Temperature sensitivity - Protein measurements
Due to the fact it is impossible to state that lysis has a constant efficiency, it is not possible to take the cell density before lysis as a value for correcting luciferase activity. Therefore it is important to measure something in the soluble fraction of your sample correlating to actual biomass . We decided to use a total protein content (Bicinchoninic acid assay) for the value to correct luciferase activity by. However, the lysis buffer (of unknown composition) in the luciferase assay kit interfered with our protein measurements. To prevent this interference we tried precipitating the protein in the samples using 4 different methods to get rid of the (unknown) interfering agent in the buffer. Although calibration curves which were first treated with lysis buffer and then precipitated varied from quite linear (R2=0.983) to not linear at all (R2<0), samples containing the soluble fraction of lysed cells, usually gave protein contents of below 0 mg/ml.

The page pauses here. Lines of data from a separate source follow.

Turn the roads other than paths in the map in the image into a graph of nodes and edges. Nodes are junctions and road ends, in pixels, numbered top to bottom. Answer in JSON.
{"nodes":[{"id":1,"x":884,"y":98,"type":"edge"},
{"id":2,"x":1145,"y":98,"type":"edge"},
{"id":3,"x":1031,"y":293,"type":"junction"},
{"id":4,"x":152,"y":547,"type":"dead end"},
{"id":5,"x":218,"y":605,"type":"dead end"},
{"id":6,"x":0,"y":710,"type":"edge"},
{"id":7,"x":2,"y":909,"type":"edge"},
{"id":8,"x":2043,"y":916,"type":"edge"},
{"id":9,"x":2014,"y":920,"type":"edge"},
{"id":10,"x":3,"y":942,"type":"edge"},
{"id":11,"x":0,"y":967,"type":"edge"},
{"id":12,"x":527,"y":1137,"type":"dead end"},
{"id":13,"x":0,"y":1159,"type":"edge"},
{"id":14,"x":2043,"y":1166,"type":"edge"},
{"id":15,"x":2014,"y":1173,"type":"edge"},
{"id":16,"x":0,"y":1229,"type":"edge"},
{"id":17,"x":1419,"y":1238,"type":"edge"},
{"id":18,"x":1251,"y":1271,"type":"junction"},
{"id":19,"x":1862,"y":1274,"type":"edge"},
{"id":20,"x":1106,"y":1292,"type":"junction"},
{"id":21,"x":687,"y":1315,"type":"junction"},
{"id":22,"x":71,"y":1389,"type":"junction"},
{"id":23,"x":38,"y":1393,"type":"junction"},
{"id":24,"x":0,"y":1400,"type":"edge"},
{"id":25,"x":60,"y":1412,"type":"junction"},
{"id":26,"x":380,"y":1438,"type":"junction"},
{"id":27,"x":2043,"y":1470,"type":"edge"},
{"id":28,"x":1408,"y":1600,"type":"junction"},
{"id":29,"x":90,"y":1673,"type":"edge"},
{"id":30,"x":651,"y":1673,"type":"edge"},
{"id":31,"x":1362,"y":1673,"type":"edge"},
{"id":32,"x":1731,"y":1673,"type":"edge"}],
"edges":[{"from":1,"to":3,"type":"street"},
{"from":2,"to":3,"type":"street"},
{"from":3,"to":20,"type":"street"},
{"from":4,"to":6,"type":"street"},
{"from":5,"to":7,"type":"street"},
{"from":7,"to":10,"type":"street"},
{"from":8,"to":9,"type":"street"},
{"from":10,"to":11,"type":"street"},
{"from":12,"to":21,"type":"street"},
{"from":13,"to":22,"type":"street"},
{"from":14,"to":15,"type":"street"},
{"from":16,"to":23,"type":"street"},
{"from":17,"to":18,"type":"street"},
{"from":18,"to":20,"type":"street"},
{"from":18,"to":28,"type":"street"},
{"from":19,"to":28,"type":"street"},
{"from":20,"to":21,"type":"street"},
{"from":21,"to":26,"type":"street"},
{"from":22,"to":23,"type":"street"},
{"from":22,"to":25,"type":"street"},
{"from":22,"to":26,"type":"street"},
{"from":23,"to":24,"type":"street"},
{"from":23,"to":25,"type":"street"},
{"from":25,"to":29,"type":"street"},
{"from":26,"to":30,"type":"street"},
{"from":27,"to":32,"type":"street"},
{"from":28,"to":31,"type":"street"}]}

A different approach to solve this problem of lysis buffer interference was trying various different lysis methods, including sonication, using glass beads in a fastprep or using lysozyme and glass sand in a bead beater. Although it looked like all these methods destroy some of the activity of luciferase in the sample, time was lacking to optimize each method. The sonication protocol, although time consuming, seemed most reliable in our experiments. Still, this method is not optimal, as samples lysed with lysis buffer show a lot higher raw luciferase output, although it is not known what the total protein content of these samples is.
Temperature sensitivity - Results with sonication
Using sonication of our samples, we obtained our most reliable results. These indicated, as displayed here, that our strain K115035 shows the temperature induced switch-like behavior which was the aim of our project.